Je me levais, enfin, rampais jusqu’au frigo tt proche (avantage de vivre ds 40 m2) pour me saisir d’une bouteille de lait, à ces moments seul ce breuvage peut atténuer la brûlure. Bien sûr dès que je tiens la bouteille, un autre questionnement oblitére mon esprit, est ce un signe, un signifiant : ce lait? retour au sein? au sein de ces pensées malveillantes ou plutôt éveillantes. J’avais beau me dire que ramener tout à cette succion des premiers jours ou plutôt à cette absence, semblait bien réducteur mais le liquide me disait le contraire en répandant un premier soulagement. A cet instant j’étais presque heureux. Heureux d’avoir annihilé l’assaillant. Enfin son attaque intestinale. Mais les visions incendiaires demeuraient dévastant l’espace verdoyant de ces derniers jours.
Savoir que l’on ne va pas trouver le sommeil aurait tendance à me paniquer surtout si le lendemain, je dois m’agiter 8 h durant. Le fait d’en être dispenser me fit envisager l’énoncé autrement. Les blessures, les ruptures , les échecs de toutes sortes pouvaient être des origines renouvelées, des points de départ d’autres trajectoires.
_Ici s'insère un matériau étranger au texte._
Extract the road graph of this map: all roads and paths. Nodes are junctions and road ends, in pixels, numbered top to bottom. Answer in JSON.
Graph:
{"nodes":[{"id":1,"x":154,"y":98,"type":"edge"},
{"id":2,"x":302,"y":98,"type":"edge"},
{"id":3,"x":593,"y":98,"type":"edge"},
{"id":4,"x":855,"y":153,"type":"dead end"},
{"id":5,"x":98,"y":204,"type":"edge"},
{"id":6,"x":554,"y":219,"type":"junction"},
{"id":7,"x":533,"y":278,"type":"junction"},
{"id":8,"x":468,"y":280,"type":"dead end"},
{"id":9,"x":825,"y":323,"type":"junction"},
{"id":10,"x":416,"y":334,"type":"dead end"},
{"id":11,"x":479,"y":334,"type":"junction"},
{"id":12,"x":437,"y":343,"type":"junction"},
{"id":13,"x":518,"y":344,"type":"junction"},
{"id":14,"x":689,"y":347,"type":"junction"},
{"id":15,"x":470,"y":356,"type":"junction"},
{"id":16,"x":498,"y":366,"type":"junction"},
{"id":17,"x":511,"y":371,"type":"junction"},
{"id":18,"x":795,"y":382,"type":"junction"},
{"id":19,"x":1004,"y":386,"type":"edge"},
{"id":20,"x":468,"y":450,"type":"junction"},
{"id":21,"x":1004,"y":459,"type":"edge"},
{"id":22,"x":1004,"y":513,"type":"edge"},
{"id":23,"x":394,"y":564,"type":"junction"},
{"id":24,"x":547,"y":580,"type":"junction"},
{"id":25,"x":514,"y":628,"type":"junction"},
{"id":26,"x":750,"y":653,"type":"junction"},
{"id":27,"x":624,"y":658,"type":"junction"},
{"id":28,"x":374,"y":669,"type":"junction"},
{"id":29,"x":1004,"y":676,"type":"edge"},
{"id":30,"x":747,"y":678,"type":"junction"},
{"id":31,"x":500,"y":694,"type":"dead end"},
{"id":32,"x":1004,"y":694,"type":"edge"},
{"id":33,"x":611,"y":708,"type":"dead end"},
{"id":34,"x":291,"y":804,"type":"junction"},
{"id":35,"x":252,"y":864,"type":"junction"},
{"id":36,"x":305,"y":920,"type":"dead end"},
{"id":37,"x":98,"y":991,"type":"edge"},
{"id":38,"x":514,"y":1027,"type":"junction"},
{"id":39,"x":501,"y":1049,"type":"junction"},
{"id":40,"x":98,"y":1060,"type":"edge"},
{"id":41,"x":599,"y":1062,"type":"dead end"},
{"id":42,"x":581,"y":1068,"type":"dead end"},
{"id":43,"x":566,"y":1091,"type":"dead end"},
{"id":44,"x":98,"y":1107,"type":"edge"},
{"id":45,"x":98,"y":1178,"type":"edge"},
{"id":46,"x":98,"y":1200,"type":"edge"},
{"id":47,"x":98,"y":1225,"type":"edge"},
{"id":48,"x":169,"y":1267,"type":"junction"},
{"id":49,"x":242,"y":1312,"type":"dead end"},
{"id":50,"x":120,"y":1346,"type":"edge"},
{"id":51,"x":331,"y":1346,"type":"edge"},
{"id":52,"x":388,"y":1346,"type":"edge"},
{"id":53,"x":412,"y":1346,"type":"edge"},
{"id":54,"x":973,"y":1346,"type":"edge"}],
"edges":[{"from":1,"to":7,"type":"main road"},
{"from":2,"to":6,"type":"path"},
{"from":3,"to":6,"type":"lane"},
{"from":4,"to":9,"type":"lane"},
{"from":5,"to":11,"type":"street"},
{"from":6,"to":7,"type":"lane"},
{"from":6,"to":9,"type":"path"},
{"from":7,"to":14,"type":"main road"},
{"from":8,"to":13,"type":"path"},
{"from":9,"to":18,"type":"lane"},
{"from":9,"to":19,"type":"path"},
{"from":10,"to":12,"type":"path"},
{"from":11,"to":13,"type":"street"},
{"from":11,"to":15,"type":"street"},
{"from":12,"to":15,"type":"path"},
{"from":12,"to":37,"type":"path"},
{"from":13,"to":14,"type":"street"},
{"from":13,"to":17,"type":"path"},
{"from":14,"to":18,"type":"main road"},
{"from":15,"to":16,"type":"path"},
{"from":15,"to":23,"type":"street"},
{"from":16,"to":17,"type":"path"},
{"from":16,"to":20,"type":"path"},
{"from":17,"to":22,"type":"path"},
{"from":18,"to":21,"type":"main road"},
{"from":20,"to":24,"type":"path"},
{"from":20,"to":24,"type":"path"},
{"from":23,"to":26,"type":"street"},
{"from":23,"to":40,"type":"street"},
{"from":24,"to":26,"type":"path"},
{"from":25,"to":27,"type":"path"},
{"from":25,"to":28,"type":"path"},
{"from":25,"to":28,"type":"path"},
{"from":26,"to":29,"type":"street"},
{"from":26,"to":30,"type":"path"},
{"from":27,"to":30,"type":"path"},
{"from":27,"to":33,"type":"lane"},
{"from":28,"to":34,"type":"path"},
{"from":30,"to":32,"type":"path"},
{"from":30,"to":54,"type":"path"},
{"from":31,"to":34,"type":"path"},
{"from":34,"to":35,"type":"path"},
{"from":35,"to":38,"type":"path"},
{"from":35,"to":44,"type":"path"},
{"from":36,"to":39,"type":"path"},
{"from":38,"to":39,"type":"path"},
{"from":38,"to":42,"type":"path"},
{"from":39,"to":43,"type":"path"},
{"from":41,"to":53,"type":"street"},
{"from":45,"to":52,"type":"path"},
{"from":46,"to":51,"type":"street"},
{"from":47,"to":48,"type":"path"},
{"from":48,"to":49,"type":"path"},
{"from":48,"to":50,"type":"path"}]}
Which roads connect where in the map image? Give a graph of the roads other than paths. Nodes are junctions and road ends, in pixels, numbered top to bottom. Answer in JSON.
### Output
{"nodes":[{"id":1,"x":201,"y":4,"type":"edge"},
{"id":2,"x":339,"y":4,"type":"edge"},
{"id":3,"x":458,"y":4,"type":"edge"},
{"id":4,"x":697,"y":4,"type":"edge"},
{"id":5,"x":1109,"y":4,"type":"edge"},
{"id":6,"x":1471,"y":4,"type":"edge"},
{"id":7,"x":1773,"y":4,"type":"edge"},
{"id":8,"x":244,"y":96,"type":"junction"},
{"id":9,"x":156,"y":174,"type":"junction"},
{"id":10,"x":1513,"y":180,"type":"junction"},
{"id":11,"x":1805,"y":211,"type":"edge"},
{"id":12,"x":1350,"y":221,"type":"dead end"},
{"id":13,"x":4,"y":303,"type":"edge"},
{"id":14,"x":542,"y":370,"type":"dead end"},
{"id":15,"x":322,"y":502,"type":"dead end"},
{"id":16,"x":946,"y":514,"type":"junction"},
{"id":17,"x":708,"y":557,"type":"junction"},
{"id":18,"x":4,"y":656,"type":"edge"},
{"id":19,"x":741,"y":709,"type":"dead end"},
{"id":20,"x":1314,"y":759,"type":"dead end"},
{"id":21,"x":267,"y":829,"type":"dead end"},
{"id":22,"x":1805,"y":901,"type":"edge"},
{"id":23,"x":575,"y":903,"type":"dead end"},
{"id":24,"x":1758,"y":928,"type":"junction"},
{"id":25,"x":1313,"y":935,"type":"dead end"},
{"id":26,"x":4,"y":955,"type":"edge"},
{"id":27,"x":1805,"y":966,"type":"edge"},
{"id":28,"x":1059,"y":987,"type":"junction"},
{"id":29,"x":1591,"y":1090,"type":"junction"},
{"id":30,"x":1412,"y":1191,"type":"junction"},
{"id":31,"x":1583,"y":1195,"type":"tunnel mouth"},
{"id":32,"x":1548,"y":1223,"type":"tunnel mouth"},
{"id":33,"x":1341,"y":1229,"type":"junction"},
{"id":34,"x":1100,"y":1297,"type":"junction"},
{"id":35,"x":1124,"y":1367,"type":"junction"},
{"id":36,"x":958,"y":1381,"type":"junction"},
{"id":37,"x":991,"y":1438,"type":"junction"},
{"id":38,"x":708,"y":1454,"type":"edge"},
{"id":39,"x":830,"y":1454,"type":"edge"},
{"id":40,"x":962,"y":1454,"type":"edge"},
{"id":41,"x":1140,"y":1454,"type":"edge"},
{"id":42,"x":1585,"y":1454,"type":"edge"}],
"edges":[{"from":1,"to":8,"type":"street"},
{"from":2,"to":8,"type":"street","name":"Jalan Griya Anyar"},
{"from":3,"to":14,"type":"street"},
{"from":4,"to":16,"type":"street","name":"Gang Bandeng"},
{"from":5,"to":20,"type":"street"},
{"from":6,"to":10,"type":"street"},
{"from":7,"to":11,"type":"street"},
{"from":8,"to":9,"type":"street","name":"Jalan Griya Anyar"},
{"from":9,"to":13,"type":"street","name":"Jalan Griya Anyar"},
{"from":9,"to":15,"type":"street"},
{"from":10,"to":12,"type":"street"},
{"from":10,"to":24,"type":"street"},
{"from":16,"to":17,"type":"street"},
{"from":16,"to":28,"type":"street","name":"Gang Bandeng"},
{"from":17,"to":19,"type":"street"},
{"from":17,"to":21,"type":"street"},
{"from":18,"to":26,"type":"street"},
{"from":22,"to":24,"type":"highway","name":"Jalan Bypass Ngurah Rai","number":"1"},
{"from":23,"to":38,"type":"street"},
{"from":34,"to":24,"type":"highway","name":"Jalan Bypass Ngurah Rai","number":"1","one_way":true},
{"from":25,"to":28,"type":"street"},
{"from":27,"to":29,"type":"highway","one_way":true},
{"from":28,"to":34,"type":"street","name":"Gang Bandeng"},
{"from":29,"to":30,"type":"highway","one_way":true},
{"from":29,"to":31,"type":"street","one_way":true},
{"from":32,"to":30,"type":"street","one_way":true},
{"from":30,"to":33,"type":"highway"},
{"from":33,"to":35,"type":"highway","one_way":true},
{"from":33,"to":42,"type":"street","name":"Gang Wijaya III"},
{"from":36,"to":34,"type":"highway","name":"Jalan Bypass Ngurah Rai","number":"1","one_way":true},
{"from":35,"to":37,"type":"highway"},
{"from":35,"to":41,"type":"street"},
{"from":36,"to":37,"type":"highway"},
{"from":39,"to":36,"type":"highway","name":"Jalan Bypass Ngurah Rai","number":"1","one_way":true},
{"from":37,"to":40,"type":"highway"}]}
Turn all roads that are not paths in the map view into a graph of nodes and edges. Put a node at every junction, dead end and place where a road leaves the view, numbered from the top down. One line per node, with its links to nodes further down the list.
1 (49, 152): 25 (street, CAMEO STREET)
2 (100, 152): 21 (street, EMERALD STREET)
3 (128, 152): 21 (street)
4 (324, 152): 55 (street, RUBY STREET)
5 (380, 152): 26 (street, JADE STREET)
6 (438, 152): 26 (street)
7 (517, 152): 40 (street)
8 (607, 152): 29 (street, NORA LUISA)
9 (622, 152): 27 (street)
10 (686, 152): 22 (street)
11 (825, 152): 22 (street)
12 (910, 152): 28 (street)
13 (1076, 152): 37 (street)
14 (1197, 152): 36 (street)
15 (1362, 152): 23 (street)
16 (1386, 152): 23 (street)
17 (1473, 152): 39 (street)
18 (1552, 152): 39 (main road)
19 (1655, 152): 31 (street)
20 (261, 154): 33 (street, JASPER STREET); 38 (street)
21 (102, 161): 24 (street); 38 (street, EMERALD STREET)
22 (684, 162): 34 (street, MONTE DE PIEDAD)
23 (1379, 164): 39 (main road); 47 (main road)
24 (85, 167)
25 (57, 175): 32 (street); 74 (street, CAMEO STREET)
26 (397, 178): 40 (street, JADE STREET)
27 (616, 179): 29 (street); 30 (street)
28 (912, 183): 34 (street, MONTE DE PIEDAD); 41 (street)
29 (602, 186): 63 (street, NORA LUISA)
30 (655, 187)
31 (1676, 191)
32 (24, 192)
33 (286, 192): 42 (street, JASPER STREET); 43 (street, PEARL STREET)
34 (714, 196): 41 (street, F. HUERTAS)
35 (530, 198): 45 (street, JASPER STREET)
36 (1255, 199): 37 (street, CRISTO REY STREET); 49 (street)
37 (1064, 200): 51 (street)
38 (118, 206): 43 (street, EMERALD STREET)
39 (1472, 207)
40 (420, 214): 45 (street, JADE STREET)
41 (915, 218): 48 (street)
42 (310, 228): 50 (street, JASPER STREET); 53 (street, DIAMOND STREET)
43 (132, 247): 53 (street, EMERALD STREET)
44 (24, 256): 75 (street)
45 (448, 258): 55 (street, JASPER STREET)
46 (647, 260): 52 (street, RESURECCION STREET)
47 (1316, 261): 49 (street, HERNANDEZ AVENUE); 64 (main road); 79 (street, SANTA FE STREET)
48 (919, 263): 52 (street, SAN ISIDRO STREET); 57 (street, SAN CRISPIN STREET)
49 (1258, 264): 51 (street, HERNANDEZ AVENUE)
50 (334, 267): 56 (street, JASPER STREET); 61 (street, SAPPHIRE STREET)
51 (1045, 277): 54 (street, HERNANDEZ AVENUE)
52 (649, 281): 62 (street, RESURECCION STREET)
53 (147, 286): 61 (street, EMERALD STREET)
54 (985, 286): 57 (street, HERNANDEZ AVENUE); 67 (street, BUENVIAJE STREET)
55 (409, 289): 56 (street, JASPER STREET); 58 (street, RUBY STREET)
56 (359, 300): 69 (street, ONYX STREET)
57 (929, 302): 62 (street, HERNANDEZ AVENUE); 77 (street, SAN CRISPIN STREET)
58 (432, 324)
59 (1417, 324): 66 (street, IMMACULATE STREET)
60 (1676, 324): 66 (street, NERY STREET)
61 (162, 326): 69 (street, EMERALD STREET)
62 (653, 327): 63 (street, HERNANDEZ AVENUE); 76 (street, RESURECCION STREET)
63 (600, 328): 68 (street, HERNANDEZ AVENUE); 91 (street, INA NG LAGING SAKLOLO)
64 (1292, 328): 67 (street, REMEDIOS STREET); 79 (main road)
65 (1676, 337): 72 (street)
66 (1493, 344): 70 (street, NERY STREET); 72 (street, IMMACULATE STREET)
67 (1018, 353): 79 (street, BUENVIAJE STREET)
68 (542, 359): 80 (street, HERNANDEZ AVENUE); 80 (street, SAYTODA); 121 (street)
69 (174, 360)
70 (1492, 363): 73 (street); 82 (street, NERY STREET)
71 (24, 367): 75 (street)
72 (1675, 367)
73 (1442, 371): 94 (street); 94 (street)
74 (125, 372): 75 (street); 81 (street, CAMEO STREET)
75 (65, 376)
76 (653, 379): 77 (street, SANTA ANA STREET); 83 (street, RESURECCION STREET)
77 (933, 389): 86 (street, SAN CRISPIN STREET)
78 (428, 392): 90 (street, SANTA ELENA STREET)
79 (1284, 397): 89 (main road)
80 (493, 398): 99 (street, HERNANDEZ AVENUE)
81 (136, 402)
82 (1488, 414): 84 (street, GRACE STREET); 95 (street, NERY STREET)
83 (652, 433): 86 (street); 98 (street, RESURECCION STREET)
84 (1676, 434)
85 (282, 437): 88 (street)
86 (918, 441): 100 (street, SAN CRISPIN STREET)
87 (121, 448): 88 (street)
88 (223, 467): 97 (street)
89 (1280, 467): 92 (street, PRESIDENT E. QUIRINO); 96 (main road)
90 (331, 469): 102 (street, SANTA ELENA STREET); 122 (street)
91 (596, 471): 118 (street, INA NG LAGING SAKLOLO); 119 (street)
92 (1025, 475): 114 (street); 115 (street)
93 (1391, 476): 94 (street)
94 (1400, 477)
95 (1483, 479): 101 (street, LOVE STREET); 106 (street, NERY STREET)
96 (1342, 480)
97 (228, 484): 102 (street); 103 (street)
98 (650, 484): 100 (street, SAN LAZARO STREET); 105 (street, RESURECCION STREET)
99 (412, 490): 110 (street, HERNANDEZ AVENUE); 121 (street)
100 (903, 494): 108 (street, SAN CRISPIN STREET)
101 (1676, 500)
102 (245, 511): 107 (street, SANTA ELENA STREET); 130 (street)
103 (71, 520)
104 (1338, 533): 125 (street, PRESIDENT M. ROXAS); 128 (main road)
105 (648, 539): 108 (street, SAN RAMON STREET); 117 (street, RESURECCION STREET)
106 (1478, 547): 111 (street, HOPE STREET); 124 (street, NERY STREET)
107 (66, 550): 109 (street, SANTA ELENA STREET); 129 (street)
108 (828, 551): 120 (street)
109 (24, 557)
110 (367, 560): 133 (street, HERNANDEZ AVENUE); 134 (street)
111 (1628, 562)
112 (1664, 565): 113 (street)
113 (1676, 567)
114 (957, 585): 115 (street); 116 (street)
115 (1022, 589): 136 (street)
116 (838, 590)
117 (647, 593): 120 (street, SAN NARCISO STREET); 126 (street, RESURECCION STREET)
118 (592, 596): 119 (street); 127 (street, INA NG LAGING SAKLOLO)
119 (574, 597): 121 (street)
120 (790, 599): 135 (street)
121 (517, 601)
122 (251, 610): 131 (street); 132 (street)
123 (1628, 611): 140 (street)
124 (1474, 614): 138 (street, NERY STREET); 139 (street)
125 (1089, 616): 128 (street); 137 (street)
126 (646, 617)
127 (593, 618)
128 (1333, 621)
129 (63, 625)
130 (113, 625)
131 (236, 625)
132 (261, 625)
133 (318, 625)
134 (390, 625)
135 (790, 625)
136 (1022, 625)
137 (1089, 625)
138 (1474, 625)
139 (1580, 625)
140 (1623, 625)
Dis ainsi tout semble simple, on s’allége des entailles dans les chairs, de ces mots meurtriers qui vous vrillent l’esprit comme une vis sans fin. J’étais de ces êtres dont la vie avait le cycle de la journée. J’en ignorai le pourquoi mais en ressentais la chronobiologie dans mon organisme. La crédulité y était pour beaucoup. Cet état jumeau de la croyance alimenta un moi en moi bien chétif.
Enfant je prenais les mots à la lettre. Quand la zia m’apprit la première prière, le fameux pater noster, j’eus un bien en latin mais ma version française laissait à désirer. La zia traduisait “notre père qui êtes aux cieux mais l’homme qui nous faisait face avec sa couronne d’épines n’était pas aux cieux et lui faire mensonge, il ne pouvait en être question, si bien que je récitais fiérement à ma tutrice un “notre père qui êtes dans l’arbre”! Ceci dit, ce n’était pas non plus un arbre mais comme la croix était en bois, La zia, je m’en souviens, sursauta, se signa et me reprit sans me convaincre, ce jour là, grand-mère dûe clore l’échange qui tournait au bras de fer.
La crédulité à la différence de la croyance a cette fragilité du friable là où la foi se veut acier trempé. Ma crédulité du jour s’est toujours laminée dans ce dévoilement d’un réel qui en me révélant le porte à faux m’invitait à ne pas m’y accrocher.
Mon ingénuité autre pan de l’être crédule est de chercher reconnaissance auprès de ceux qui sauront vous en priver. C’est surprenant l’énergie que vous dépensez dans cette impossible dialogue. Balle projetée à grande vitesse contre des murs qui vous renvoie la déshérence à chaque rebonds dans une partie d’un squash insensé. Le névrosé comme le camé revient mendier sa dose-moi-tjs-prêt- à- payer- miss miss : verset de la compulsion “ô ne nous délivrez pas du mal”. Et dans le “il n’y a rien pour toi” il s’inocule la mégadose, la seule dose à son jeu nécessaire : le manque. Ne fus jamais suicidaire, bien sûr la déprime mais là c’est plutôt de l’ordre de la lucidité sur l’ordre ou le désordre d’un monde. Ai eu sur ma route bien des âmes-corps dont la bienveillance répandit ses bienfaits momentanés sur mon être mutique ou délirant. Au sein de ma famille je demeurais aussi transparent que leur secret.